Howard Stern, from Sirius Radio, has viewers calling in and voting for Sanjay. That's why he is still on the show. Take note of Simon's sarcastic, albeit on the money, comments.


----------



## glamdoll (Mar 29, 2007)

This is what he would look like if he shaved his head
its crappy PS. but I just wanted to see.

go to 

www.votefortheworst.com
that is the reason why he is still there!!

but yeah i dont watch Idol either
not this season anyway


----------



## prinzessin784 (Mar 29, 2007)

ugh he's horrible.  I am so sad that Chris Sligh was voted off last night 
	

	
	
		
		

		
		
	


	




  But Chris Richardson is a hottie


----------



## saniyairshad (Mar 29, 2007)

Quote:

   Originally Posted by *glamdoll* 

 
_





This is what he would look like if he shaved his head
its crappy PS. but I just wanted to see.

go to 

www.votefortheworst.com
that is the reason why he is still there!!

but yeah i dont watch Idol either
not this season anyway_

 
  HAhahahahah 
	

	
	
		
		

		
		
	


	




 im serious this guy is freakshow...he messed up the words and got to stay on the show, how fair is that?


----------



## saniyairshad (Mar 29, 2007)

Quote:

   Originally Posted by *prinzessin784* 

 
_ugh he's horrible.  I am so sad that Chris Sligh was voted off last night 
	

	
	
		
		

		
		
	


	




  But Chris Richardson is a hottie 
	

	
	
		
		

		
		
	


	


_

 
OMG OMG OMG OMG 
	

	
	
		
		

		
		
	


	











































 its so sad he got voted offfff!!!!!!!!!!!!!


----------



## aziza (Mar 29, 2007)

Usually I'm a _huge _fan of mohawks and fauxhawks but this was some terrible sh*t.


----------



## Professor Fate (Mar 30, 2007)

i love fucking with the american idol formula for success. i have been voting for this fucking goofball as much as possible.


----------



## Shawna (Mar 30, 2007)

I was so mad that Sanjaya kept making it through, but now it all makes sense.  It's actually pretty funny now that I saw the VFTW website 
	

	
	
		
		

		
		
	


	




   I will miss Chris Sligh though 
	

	
	
		
		

		
		
	


	




  He was so funny and quick witted.


----------



## MxAxC-_ATTACK (Mar 30, 2007)

Quote:

   Originally Posted by *Professor Fate* 

 
_i love fucking with the american idol formula for success. i have been voting for this fucking goofball as much as possible._

 
haha an amazing idea! 

i dont watch american Idol. but I do catch clips of it on "the soup" and our local news shows "Good day L.A" and he doesnt even know half of the words to the songs he is singing! its fantastic.


----------



## sabn786 (Apr 3, 2007)

oh mann this kid is making everyone crazy..i think i read somewhere that simon said if he wins he wont be back for AI next season..watch hes gonna win..its pretty much a huge joke now..but i love chris richardson and blake lewis..major hotties


----------



## MAC_Pixie04 (Apr 5, 2007)

honestly, i stopped caring about AI after cycle 2.  even people who don't win get somehing.  Clay Aiken, Katharine McPhee...dare I say, Jennifer Hudson??  All you have to do is audition and get your audition played on the air before the show starts, you'll get at least 15 if not 30 minutes of fame.  There's no point anymore.  And it's not geniuine.  If someone really can sing and they want a record deal, they'll go out and do it the way people did it before this stupid show: get your determined ass out there and work for it.


----------



## Holly (Apr 5, 2007)

I stopped watching the show after the second season too.
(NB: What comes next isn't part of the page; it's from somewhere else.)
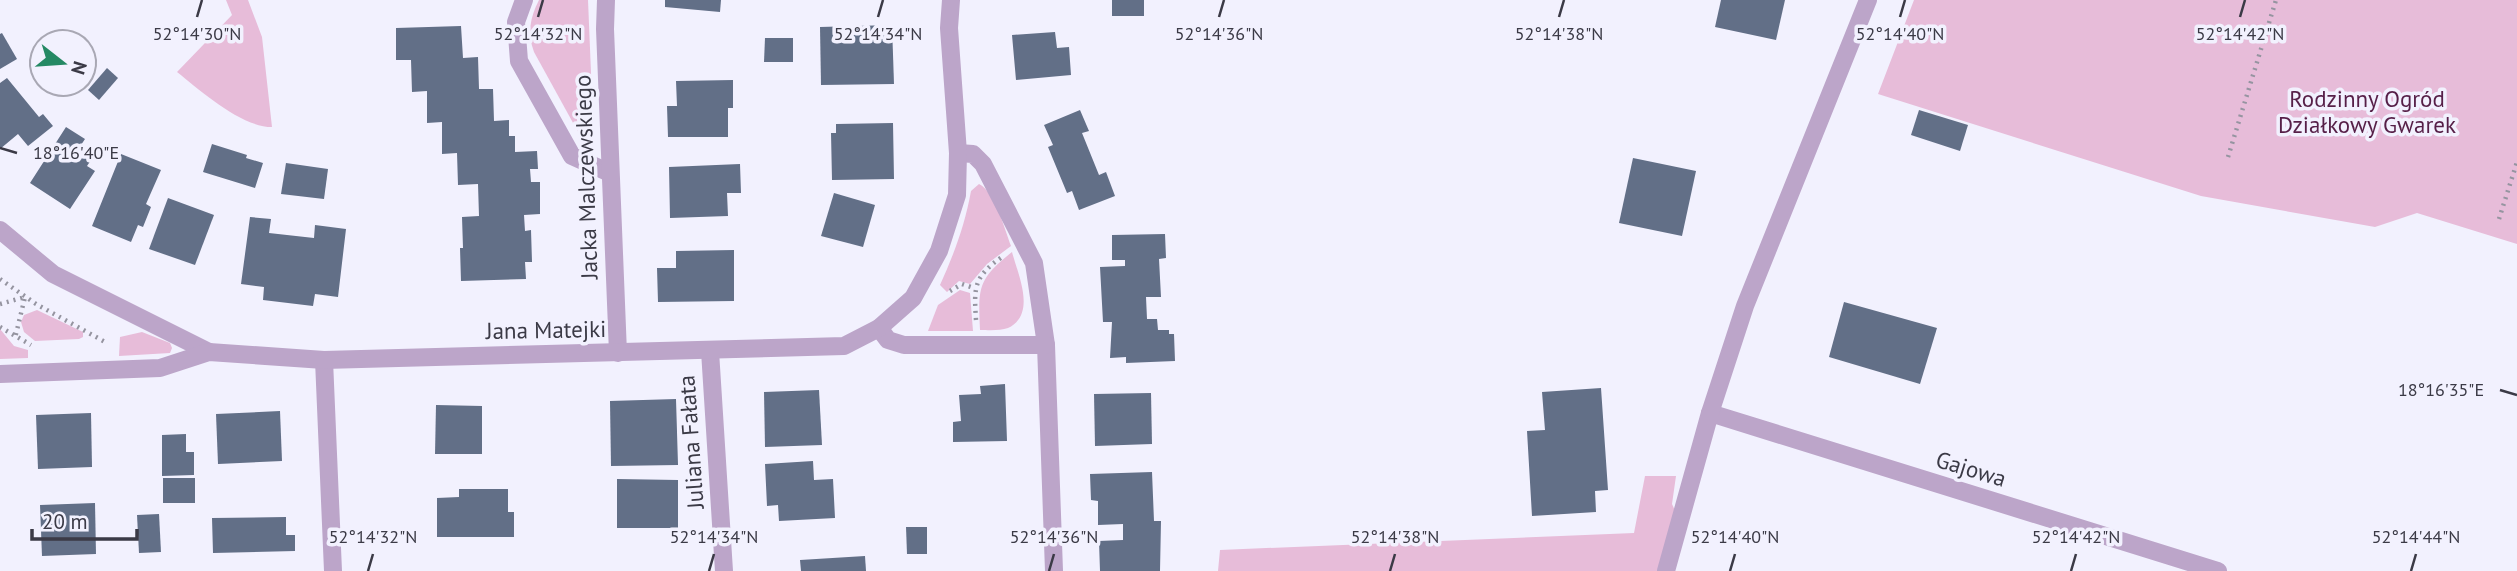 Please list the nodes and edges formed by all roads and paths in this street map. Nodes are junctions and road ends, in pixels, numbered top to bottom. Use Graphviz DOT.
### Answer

The winners have never really "made it big" except for Kelly Clarkson. The music that they end up singing once they do win is usually stuff that the majority of people don't listen to, and honestly most of the winners haven't been that great. I wonder how Sanjaya feels about people voting for him because he's so bad.


----------



## MiCHiE (Apr 5, 2007)

No. How do you feel going home and his ass is on the couch wondering what he'll butcher next week?


----------



## eco (Apr 5, 2007)

http://www.perezhilton.com is encouraging ppl to vote for him too!  

all in all, I think it's kind of entertaining that so many people are participating in "vote for the worst" but it made me a little sad tonight when Gina Glocksen was voted off.  I haven't cared about anyone else who was voted off yet, except for Gina.  She was representing the rock and roll women.... hmmph.  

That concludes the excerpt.